Lines in which "ILLÁN" appears should be pulled from the data below.

★ ★ ★ ★ ★ ★ ★

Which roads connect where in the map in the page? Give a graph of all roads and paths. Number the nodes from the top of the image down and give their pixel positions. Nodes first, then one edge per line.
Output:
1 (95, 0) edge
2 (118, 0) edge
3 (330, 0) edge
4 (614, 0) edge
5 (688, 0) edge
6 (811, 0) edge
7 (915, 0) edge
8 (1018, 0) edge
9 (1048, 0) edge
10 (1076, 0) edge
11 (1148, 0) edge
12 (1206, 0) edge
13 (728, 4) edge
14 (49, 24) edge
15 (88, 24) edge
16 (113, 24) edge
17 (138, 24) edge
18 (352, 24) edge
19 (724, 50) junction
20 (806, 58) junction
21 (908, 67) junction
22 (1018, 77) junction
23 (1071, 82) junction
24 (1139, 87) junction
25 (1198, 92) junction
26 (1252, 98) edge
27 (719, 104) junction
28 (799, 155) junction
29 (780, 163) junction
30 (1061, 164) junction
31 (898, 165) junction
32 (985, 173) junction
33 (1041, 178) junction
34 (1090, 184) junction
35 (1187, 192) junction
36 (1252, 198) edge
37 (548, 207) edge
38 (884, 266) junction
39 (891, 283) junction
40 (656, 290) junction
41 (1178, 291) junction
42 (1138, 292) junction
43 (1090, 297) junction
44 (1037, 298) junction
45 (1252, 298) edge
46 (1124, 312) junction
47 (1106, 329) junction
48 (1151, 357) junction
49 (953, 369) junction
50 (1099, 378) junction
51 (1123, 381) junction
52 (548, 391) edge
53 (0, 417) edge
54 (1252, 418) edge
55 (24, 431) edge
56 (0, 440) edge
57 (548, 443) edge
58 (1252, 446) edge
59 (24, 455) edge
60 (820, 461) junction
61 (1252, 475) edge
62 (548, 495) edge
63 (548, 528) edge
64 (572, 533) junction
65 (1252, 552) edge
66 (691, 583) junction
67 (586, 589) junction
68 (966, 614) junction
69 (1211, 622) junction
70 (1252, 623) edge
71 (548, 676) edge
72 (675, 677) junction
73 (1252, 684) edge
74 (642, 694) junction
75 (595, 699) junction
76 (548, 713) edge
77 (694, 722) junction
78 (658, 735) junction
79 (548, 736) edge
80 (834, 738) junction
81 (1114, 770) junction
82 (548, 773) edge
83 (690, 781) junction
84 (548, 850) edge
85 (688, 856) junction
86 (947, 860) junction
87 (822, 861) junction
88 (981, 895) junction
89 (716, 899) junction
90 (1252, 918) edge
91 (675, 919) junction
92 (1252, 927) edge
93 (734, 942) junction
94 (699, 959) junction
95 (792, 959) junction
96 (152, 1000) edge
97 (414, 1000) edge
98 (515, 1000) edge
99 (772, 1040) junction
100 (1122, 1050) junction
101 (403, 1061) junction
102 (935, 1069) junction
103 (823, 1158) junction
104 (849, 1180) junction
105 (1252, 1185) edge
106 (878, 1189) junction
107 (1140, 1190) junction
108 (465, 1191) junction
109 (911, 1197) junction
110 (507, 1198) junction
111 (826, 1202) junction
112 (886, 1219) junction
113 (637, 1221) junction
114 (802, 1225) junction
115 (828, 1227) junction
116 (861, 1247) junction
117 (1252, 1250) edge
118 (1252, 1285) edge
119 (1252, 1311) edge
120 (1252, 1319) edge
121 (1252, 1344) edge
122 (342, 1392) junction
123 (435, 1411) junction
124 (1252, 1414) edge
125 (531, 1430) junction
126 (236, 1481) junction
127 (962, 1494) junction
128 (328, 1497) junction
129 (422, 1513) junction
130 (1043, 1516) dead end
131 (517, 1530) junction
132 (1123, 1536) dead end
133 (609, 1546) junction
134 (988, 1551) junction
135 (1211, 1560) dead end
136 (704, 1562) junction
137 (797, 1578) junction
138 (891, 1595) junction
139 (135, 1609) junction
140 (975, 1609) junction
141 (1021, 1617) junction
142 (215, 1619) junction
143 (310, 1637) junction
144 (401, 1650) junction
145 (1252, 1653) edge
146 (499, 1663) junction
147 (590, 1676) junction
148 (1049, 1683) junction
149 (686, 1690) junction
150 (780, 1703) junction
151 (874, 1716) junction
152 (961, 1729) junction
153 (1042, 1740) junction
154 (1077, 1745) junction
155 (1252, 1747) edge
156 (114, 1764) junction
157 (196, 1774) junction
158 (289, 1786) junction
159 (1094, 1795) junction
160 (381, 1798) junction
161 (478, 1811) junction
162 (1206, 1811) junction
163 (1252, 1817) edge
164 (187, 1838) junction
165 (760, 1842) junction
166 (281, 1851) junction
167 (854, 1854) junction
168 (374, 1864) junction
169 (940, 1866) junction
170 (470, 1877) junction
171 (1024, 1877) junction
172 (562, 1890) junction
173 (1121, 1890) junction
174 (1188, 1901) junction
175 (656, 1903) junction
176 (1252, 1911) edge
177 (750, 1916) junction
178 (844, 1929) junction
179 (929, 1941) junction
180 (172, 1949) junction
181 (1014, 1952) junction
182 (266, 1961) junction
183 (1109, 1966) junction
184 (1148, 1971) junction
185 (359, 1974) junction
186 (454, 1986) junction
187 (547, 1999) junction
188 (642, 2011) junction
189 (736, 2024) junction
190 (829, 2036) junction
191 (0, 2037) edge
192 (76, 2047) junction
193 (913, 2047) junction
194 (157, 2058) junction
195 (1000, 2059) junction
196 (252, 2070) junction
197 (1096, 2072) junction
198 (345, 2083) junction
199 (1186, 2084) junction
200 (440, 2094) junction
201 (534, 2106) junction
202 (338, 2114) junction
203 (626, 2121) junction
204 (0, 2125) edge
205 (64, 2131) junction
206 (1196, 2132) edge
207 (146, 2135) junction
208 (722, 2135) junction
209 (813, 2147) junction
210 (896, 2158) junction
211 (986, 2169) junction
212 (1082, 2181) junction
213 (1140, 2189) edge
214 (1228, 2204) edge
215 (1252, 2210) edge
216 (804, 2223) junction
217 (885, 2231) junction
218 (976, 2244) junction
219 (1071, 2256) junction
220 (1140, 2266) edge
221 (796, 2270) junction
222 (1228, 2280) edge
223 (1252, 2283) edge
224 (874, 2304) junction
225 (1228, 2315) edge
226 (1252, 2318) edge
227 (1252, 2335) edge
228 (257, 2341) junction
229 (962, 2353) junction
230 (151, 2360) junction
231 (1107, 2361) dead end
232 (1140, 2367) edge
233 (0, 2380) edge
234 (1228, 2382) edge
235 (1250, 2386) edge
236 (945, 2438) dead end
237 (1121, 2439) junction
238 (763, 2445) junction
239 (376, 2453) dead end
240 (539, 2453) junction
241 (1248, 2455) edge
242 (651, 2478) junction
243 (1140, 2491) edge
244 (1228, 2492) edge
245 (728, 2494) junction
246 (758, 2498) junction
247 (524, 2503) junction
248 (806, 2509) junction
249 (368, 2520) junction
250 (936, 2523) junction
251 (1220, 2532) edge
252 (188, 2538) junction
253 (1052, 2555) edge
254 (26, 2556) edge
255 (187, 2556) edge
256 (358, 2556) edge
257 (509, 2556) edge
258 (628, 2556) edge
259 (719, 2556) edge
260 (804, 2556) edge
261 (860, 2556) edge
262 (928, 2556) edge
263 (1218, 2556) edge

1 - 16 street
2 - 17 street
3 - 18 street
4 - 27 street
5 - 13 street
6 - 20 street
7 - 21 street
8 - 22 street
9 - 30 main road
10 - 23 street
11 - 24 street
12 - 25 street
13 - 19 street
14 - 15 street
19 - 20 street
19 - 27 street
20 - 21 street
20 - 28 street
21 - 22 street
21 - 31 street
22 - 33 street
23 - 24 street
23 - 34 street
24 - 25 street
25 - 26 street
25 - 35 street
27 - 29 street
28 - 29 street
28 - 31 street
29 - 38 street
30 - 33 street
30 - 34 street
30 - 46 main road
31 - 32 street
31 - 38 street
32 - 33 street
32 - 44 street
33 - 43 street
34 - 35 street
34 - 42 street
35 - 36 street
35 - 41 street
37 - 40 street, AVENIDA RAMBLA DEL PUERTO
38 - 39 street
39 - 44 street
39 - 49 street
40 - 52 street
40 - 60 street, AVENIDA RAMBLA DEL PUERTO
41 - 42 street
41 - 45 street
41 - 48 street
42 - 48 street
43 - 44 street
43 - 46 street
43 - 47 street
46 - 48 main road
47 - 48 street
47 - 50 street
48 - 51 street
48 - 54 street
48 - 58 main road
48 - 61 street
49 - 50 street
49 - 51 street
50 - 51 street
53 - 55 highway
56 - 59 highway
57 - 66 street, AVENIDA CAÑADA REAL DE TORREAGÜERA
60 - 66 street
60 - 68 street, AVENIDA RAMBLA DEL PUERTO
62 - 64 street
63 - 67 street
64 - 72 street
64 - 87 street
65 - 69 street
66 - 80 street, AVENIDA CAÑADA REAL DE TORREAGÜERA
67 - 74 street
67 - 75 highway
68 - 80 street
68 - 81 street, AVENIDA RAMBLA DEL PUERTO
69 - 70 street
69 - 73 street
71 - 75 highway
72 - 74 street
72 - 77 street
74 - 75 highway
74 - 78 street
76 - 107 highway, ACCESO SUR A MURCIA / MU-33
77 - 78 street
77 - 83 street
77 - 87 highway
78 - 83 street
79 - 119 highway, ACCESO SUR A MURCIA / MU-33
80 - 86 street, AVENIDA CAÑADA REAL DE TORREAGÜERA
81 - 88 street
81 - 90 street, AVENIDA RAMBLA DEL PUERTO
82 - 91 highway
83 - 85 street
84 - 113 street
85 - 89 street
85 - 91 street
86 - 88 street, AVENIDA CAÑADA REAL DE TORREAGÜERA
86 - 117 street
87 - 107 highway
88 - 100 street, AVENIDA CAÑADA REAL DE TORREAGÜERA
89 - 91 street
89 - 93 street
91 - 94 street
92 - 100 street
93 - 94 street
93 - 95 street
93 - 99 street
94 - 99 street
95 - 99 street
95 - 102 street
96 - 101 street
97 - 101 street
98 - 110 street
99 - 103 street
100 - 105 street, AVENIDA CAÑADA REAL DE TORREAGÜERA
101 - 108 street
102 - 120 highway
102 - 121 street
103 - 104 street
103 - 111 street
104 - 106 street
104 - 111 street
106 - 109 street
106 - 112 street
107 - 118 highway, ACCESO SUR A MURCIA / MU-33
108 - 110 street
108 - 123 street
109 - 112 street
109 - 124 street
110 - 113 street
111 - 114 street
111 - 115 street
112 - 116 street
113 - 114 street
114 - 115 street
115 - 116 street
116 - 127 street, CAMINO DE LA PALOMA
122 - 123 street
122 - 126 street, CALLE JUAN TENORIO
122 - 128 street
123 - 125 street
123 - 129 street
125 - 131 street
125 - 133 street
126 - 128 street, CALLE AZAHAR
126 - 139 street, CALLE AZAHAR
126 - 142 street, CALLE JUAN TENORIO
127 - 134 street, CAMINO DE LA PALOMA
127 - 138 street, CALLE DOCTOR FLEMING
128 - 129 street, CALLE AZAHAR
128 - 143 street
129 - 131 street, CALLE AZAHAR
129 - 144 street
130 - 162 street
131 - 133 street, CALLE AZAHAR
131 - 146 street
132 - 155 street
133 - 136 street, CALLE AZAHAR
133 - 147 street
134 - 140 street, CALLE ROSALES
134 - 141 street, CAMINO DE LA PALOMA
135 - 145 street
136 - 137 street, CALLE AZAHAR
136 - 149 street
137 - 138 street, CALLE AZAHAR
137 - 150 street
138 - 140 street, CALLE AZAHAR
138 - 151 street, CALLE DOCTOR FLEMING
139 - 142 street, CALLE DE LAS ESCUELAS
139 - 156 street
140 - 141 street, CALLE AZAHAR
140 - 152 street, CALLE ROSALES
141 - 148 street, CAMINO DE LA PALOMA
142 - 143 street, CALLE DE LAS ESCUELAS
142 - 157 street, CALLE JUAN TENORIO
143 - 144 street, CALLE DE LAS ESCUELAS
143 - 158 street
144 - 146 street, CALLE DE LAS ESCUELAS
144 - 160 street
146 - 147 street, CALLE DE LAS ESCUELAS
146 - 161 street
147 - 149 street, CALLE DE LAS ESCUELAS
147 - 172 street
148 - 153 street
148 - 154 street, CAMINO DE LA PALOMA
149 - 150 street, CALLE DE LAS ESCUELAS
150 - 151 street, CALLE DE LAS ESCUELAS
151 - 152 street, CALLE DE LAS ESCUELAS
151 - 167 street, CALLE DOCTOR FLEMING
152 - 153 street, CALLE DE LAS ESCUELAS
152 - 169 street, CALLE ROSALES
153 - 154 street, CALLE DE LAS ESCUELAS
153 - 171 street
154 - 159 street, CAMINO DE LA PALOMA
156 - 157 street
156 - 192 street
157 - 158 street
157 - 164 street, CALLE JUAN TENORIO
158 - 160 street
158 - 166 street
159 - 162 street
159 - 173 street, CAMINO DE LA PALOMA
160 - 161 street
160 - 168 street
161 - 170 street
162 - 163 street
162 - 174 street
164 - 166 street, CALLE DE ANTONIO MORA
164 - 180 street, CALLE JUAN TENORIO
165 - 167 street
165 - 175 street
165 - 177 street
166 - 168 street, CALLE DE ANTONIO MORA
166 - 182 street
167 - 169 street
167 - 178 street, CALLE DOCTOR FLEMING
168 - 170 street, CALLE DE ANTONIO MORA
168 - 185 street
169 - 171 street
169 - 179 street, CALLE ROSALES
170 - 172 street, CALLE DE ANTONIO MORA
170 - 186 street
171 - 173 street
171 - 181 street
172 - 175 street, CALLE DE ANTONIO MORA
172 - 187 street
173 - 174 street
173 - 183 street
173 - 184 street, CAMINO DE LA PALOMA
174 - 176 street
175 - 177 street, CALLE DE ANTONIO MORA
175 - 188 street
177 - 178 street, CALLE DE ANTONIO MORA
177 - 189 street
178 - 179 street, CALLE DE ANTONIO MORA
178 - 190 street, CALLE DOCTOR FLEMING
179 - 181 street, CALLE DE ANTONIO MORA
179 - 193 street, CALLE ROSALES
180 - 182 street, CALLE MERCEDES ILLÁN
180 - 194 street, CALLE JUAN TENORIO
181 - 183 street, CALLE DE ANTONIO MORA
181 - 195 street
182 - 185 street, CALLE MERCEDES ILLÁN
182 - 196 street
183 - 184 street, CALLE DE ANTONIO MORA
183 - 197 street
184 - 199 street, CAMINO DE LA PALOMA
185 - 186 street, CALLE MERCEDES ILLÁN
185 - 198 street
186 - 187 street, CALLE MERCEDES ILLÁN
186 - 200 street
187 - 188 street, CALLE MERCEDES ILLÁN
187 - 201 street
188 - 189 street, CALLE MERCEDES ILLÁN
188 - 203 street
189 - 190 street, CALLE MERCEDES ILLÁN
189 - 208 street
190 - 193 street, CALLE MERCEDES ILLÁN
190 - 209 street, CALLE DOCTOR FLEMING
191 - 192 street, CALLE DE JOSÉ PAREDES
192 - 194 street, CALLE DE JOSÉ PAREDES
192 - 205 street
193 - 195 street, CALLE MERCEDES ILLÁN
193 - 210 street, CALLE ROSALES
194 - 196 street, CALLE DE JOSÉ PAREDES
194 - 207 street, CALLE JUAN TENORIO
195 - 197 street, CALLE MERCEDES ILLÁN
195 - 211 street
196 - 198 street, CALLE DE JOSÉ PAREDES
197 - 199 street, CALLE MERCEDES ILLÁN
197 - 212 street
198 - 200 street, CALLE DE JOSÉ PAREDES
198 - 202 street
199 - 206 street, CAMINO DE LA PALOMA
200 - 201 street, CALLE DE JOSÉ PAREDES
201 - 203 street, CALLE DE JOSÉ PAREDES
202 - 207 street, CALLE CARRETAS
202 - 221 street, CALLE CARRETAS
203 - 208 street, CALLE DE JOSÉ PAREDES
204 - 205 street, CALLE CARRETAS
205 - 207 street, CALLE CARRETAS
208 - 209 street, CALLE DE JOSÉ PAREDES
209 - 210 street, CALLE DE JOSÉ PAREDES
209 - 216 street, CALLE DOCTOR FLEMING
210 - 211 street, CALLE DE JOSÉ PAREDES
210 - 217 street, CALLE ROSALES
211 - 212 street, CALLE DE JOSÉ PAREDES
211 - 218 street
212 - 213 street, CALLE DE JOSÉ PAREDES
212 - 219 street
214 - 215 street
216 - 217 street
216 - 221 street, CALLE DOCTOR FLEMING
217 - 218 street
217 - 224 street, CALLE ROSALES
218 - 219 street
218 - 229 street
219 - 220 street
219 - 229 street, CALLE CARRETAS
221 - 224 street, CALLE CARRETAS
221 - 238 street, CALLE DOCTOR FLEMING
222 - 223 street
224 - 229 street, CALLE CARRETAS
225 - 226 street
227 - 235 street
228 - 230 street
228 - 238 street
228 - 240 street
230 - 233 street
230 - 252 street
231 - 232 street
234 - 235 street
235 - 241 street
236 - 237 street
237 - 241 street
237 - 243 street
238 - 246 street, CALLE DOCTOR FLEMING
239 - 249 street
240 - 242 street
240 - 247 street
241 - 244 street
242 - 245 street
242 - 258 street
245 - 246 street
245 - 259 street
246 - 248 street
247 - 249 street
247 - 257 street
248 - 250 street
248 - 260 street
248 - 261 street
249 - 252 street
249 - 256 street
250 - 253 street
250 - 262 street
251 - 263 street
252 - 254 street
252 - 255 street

★ ★ ★ ★ ★ ★ ★

• EXERCISE OUTPUT:
180 - 182 street, CALLE MERCEDES ILLÁN
182 - 185 street, CALLE MERCEDES ILLÁN
185 - 186 street, CALLE MERCEDES ILLÁN
186 - 187 street, CALLE MERCEDES ILLÁN
187 - 188 street, CALLE MERCEDES ILLÁN
188 - 189 street, CALLE MERCEDES ILLÁN
189 - 190 street, CALLE MERCEDES ILLÁN
190 - 193 street, CALLE MERCEDES ILLÁN
193 - 195 street, CALLE MERCEDES ILLÁN
195 - 197 street, CALLE MERCEDES ILLÁN
197 - 199 street, CALLE MERCEDES ILLÁN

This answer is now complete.